Nach Angaben der israelischen Behörden sind seit dem 6. März rund 60 % der iranischen Raketenwerfer zerstört worden. Beamte des Pentagons warnten jedoch letzte Woche, dass der Iran noch bis zur Hälfte seiner Raketen und Abschussvorrichtungen besitzen könnte.

"Die Schlüsselfrage ist nicht einfach, wie viele Raketen oder Drohnen der Iran besitzt, sondern wie viele Abschussrampen und geschützte Lagereinrichtungen nach zwei Wochen anhaltender Angriffe noch einsatzfähig sind", so Schiavi.

Das Ausmaß der Auswirkungen auf die so genannten unterirdischen "Raketenstädte" des Irans, die das unterirdische Waffenarsenal des Landes schützen, ist jedoch noch nicht bekannt.

"Wir wissen nicht, wie viele Raketen der Iran noch auf Lager hat oder in den unterirdischen Bunkern versteckt hält", sagte Borsari dem Cube.

Neben ballistischen Raketen sind Drohnen nach wie vor eine Schlüsselwaffe für den Iran.
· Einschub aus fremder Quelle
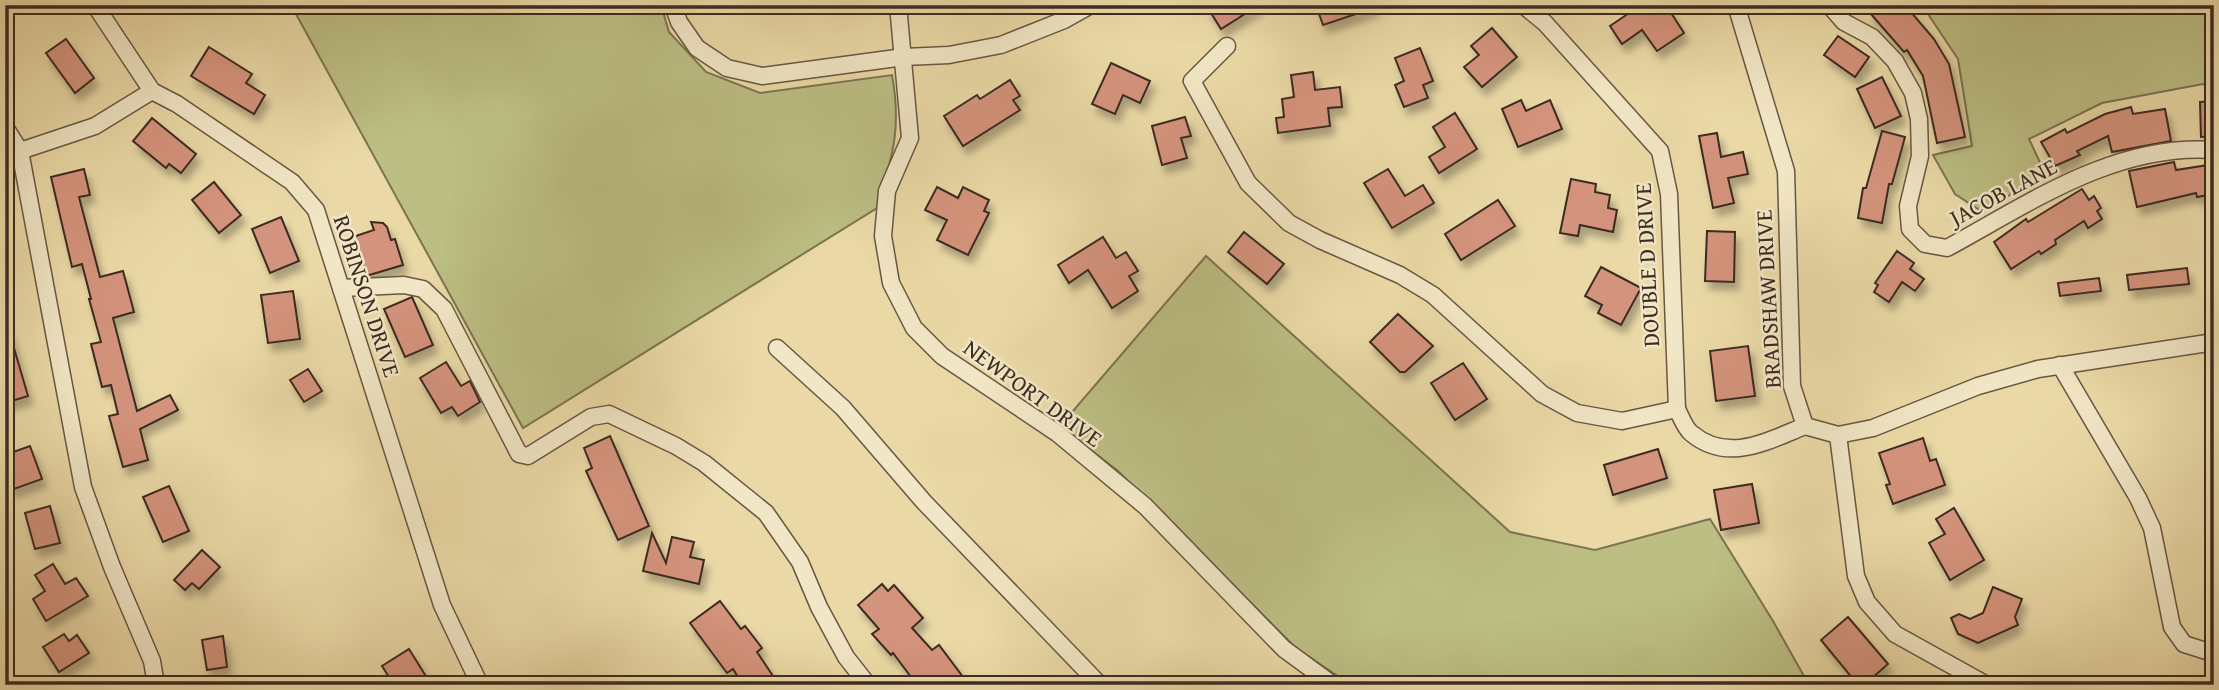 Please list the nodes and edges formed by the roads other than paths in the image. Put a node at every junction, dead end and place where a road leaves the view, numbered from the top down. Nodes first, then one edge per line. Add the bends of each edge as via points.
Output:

Sie ermöglichen es dem Land, erheblichen Druck auf seine Gegner auszuüben, wie die Auswirkungen der Angriffe in Bahrain, den Vereinigten Arabischen Emiraten, Kuwait und Katar zeigen, deren Abfangen ebenfalls sehr kostspielig ist.
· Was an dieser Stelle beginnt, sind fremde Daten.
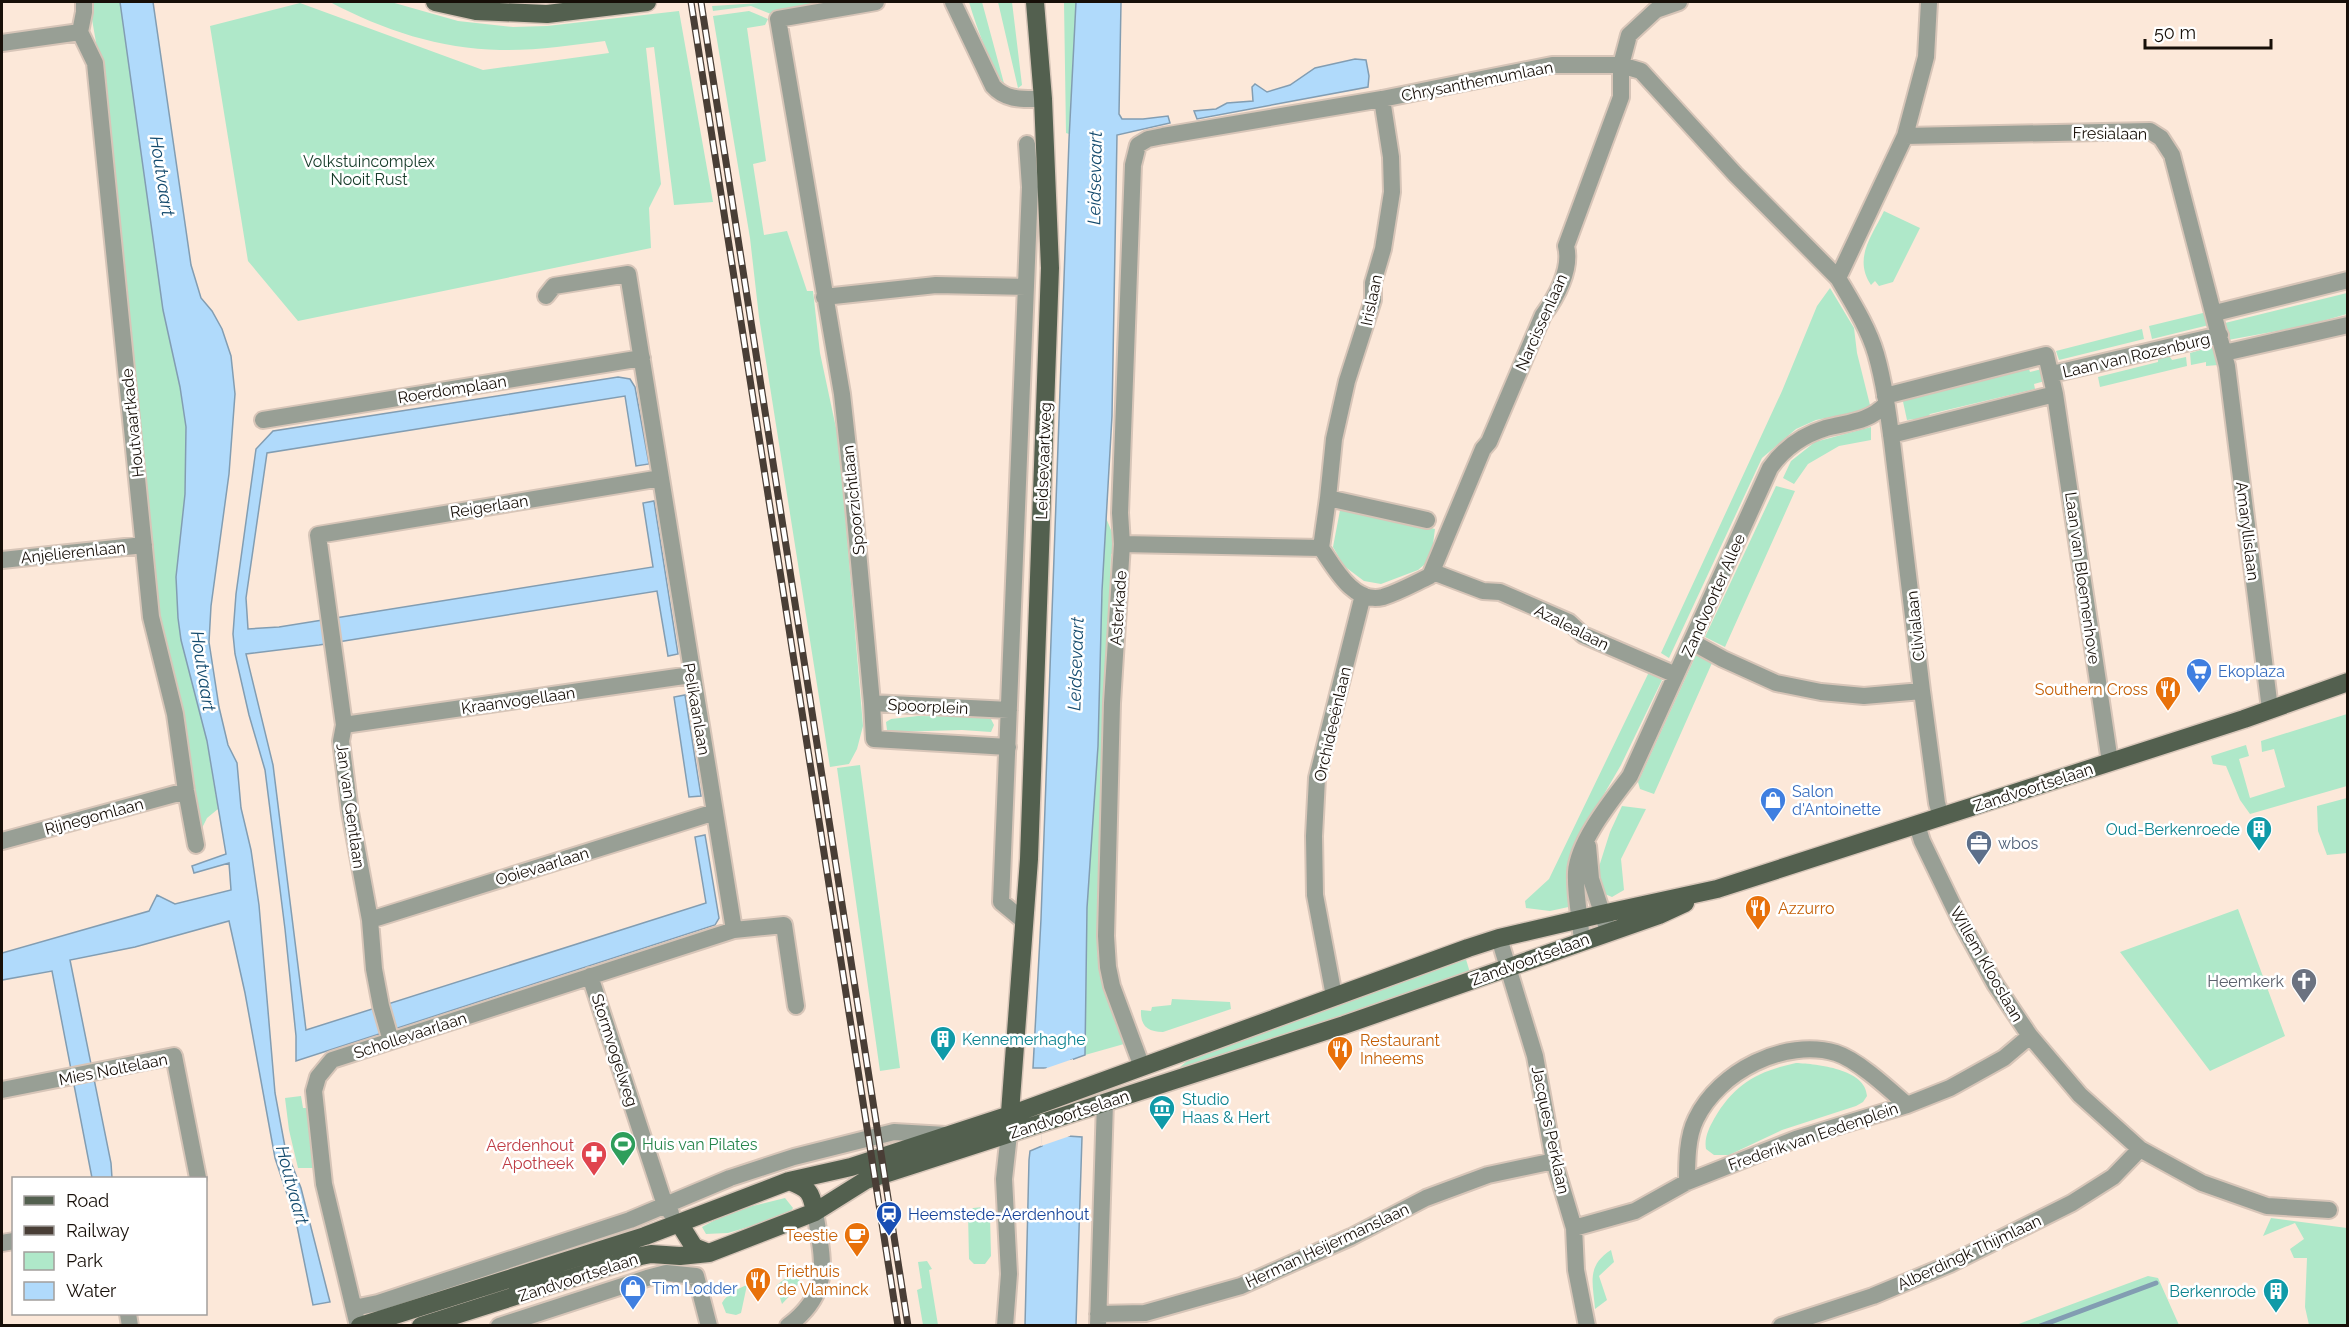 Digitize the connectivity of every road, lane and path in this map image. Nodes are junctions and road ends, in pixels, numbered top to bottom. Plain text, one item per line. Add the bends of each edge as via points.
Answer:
1 (84, 2) edge
2 (435, 2) edge
3 (647, 2) edge
4 (876, 2) edge
5 (953, 2) edge
6 (1035, 2) edge
7 (1679, 2) edge
8 (1929, 2) edge
9 (80, 32) junction
10 (2, 43) edge
11 (1622, 65) junction
12 (1043, 99) junction
13 (1382, 99) junction
14 (1905, 136) junction
15 (1027, 144) dead end
16 (1138, 145) joint
17 (1838, 278) junction
18 (2348, 280) edge
19 (1026, 286) junction
20 (546, 296) dead end
21 (824, 297) junction
22 (2215, 313) junction
23 (2348, 325) edge
24 (2220, 335) junction
25 (2224, 353) junction
26 (642, 358) junction
27 (2052, 374) junction
28 (2055, 394) junction
29 (1885, 400) junction
30 (263, 420) dead end
31 (1891, 435) junction
32 (661, 478) junction
33 (1328, 498) junction
34 (1427, 520) dead end
35 (318, 535) joint
36 (1122, 544) junction
37 (144, 545) junction
38 (1321, 548) junction
39 (2, 560) edge
40 (1433, 572) junction
41 (1363, 596) junction
42 (1692, 642) junction
43 (691, 675) junction
44 (1676, 675) junction
45 (2348, 682) edge
46 (1922, 691) junction
47 (872, 703) junction
48 (2270, 709) junction
49 (1009, 710) junction
50 (344, 724) junction
51 (1008, 747) junction
52 (2110, 762) junction
53 (186, 791) junction
54 (715, 812) junction
55 (1941, 817) junction
56 (1917, 825) junction
57 (1588, 839) junction
58 (2, 841) edge
59 (196, 845) dead end
60 (1717, 889) junction
61 (1602, 914) junction
62 (1580, 919) junction
63 (370, 920) junction
64 (1024, 921) junction
65 (734, 930) junction
66 (1608, 931) junction
67 (1499, 938) junction
68 (1582, 941) junction
69 (1508, 968) junction
70 (590, 976) junction
71 (1334, 996) junction
72 (796, 1006) dead end
73 (2030, 1036) junction
74 (390, 1037) junction
75 (1139, 1059) junction
76 (2, 1090) edge
77 (1105, 1102) junction
78 (1907, 1105) junction
79 (1010, 1115) junction
80 (1009, 1134) junction
81 (947, 1136) junction
82 (2140, 1149) junction
83 (1554, 1161) junction
84 (198, 1177) edge
85 (789, 1181) junction
86 (1687, 1182) junction
87 (665, 1205) junction
88 (2329, 1210) dead end
89 (815, 1212) junction
90 (679, 1223) junction
91 (1574, 1228) junction
92 (709, 1254) junction
93 (354, 1308) junction
94 (1098, 1320) edge
95 (359, 1326) edge
96 (421, 1326) edge
97 (499, 1326) edge
98 (709, 1326) edge
99 (788, 1326) edge
100 (1005, 1326) edge
101 (1587, 1326) edge
102 (1781, 1326) edge

1 - 9 street
2 - 3 main road via 476,11 547,14
4 - 21 street, Spoorzichtlaan via 778,19
5 - 12 street via 999,93 1012,98
6 - 12 main road, Leidsevaartweg
7 - 11 street, Narcissenlaan via 1656,10 1636,27 1629,35
8 - 14 street via 1926,57
9 - 10 street
9 - 37 street, Houtvaartkade via 95,63
11 - 13 street, Chrysanthemumlaan via 1552,65
11 - 17 street, Chrysanthemumlaan via 1641,71
11 - 40 street, Narcissenlaan via 1621,97 1566,246 1569,257 1554,300 1543,315 1483,449
12 - 64 main road, Leidsevaartweg via 1050,268
13 - 16 street, Chrysanthemumlaan via 1163,136
13 - 33 street, Irislaan via 1392,192 1373,300 1347,381 1334,439
14 - 17 street
14 - 22 street, Fresialaan via 2150,131 2161,138 2172,155
15 - 19 street, Leidsevaartweg via 1030,187
16 - 36 street, Asterkade via 1133,165
17 - 29 street via 1856,307 1875,352
18 - 22 street, Laan van Rozenburg
19 - 21 street via 936,285
19 - 49 street, Leidsevaartweg
20 - 26 street, Pelikaanlaan via 554,286 628,274
21 - 47 street, Spoorzichtlaan via 842,394
22 - 24 street, Fresialaan
23 - 25 street, Laan van Rozenburg
24 - 25 street, Fresialaan
24 - 27 street, Laan van Rozenburg
25 - 48 street, Amaryllislaan
26 - 30 street, Roerdomplaan
26 - 32 street, Pelikaanlaan
27 - 28 street, Laan van Rozenburg
27 - 29 street, Laan van Rozenburg via 2046,355
28 - 31 street, Laan van Rozenburg
28 - 52 street, Laan van Bloemenhove
29 - 31 street
29 - 42 street, Zandvoorter Allee via 1877,414 1805,436 1778,456
31 - 46 street, Clivialaan
32 - 35 street, Reigerlaan
32 - 43 street, Pelikaanlaan
33 - 34 street
33 - 38 street, Irislaan
35 - 50 street, Jan van Gentlaan
36 - 38 street
36 - 75 street, Asterkade via 1112,703 1106,936 1112,986
37 - 39 street, Anjelierenlaan
37 - 53 street, Houtvaartkade via 152,617 176,714
38 - 41 street via 1342,580
40 - 41 street via 1380,598
40 - 44 street, Azalealaan via 1484,591 1500,592 1569,622 1583,635
41 - 71 street, Orchideeënlaan via 1317,778 1315,895
42 - 44 street, Zandvoorter Allee
42 - 46 street via 1776,683 1864,696
43 - 50 street, Kraanvogellaan
43 - 54 street, Pelikaanlaan
44 - 57 street, Zandvoorter Allee via 1630,776
45 - 48 main road, Zandvoortselaan
46 - 55 street, Clivialaan
47 - 49 street, Spoorplein
47 - 51 street, Spoorplein via 873,739
48 - 52 main road, Zandvoortselaan
49 - 51 street, Leidsevaartweg
50 - 63 street, Jan van Gentlaan via 341,741 350,812
51 - 64 street, Leidsevaartweg via 1001,902
52 - 55 main road, Zandvoortselaan
53 - 58 street, Rijnegomlaan
53 - 59 street, Houtvaartkade
54 - 63 street, Ooievaarlaan
54 - 65 street, Pelikaanlaan
55 - 56 main road, Zandvoortselaan
56 - 60 main road, Zandvoortselaan
56 - 73 street, Willem Klooslaan via 1962,924
57 - 61 street via 1591,879
57 - 62 street, Zandvoorter Allee via 1576,869
60 - 61 main road, Zandvoortselaan
60 - 66 main road, Zandvoortselaan via 1659,915
61 - 62 main road, Zandvoortselaan
61 - 66 street
62 - 67 main road, Zandvoortselaan
62 - 68 street, Zandvoorter Allee
63 - 74 street, Jan van Gentlaan via 374,969
64 - 79 main road, Leidsevaartweg
65 - 70 street, Schollevaarlaan
65 - 72 street via 784,925
66 - 68 main road, Zandvoortselaan
67 - 69 street, Jacques Perklaan
67 - 71 main road, Zandvoortselaan
68 - 69 main road, Zandvoortselaan
69 - 77 main road, Zandvoortselaan
69 - 83 street, Jacques Perklaan via 1535,1056
70 - 74 street, Schollevaarlaan
70 - 87 street, Stormvogelweg
71 - 75 main road, Zandvoortselaan via 1188,1049
73 - 78 street, Frederik van Eedenplein via 2004,1058 1950,1088
73 - 82 street, Willem Klooslaan via 2080,1095
74 - 93 street, Schollevaarlaan via 332,1060 318,1077 314,1091 324,1184
75 - 79 main road, Zandvoortselaan via 1072,1092
76 - 84 street, Mies Noltelaan via 174,1056
77 - 80 main road, Zandvoortselaan
77 - 94 street
78 - 86 street, Frederik van Eedenplein via 1796,1139
78 - 86 street, Frederik van Eedenplein via 1873,1075 1837,1054 1799,1049 1755,1062 1713,1092 1695,1120
79 - 80 main road, Leidsevaartweg
79 - 81 main road, Zandvoortselaan
80 - 89 main road, Zandvoortselaan via 866,1180
80 - 100 street, Leidsevaartweg via 1004,1179 1009,1274
81 - 85 main road, Zandvoortselaan via 851,1167
81 - 87 street, Zandvoortselaan via 894,1132 794,1157
82 - 88 street, Willem Klooslaan via 2202,1183 2267,1206
82 - 102 street, Alberdingk Thijmlaan via 2113,1177 2072,1203 1950,1264 1873,1296
83 - 91 street, Jacques Perklaan
83 - 94 street, Herman Heijermanslaan via 1488,1175 1426,1198 1351,1237 1241,1286 1145,1313
85 - 89 main road via 805,1187 812,1196
85 - 90 main road, Zandvoortselaan
86 - 91 street, Frederik van Eedenplein via 1635,1211
87 - 90 street, Stormvogelweg
87 - 93 street, Zandvoortselaan
89 - 92 main road, Zandvoortselaan
89 - 99 street via 822,1266 820,1286 808,1308
90 - 92 main road via 694,1247
90 - 95 main road, Zandvoortselaan
91 - 101 street, Jacques Perklaan via 1576,1270
92 - 96 main road, Zandvoortselaan via 641,1256
93 - 95 street, Zandvoortselaan
97 - 98 street, Zandvoortselaan via 666,1273 696,1276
Der menschliche Tribut der Angriffe

Der iranische Botschafter bei der UNO berichtete am Mittwoch, dass bei den US-amerikanisch-israelischen Angriffen mehr als 1.341 Zivilisten getötet und weitere 17.000 verwundet wurden.

Die Weltgesundheitsorganisation hat seit dem 28. Februar 18 Angriffe auf das Gesundheitswesen festgestellt, und das iranische Gesundheitsministerium berichtete am Dienstag von Schäden an mindestens 18 Krankenwagen und 21 medizinischen Notfallzentren im ganzen Land.

Nach Einschätzung des israelischen Militärs vom 5. März wurden seit Beginn des Iran-Krieges mehr als 3.000 iranische Soldaten und Agenten getötet.

Das UN-Flüchtlingshilfswerk schätzt, dass bis zu 3,2 Millionen Menschen im Iran durch den anhaltenden Krieg vertrieben wurden, wobei die meisten aus Teheran und anderen Großstädten in den Norden des Landes oder in ländliche Gebiete geflohen sind.

Wie das iranische Regime Kriegspropaganda verbreitet

Die Behauptungen Araghchis, dass die Angriffe auf Teheran keine Auswirkungen auf die militärischen Fähigkeiten des Irans haben, sind von einer gewissen Propaganda und taktischer Kriegsrhetorik begleitet.

"Wenn sich die iranische Führung öffentlich auf die Mosaikverteidigung bezieht, handelt es sich auch um eine strategische Botschaft", so Schiavi. "Innenpolitisch soll die Botschaft die Bevölkerung beruhigen, dass der Staat in gewisser Weise darauf vorbereitet ist, auch nach schweren militärischen Schocks zu überleben.

"International dient sie auch als Warnung an die Gegner, dass größere Angriffe, einschließlich der Tötung von Führungspersönlichkeiten, nicht unbedingt zu einem schnellen Zusammenbruch der iranischen Kriegsanstrengungen führen werden, wie wir es bisher erleben", fügte er hinzu.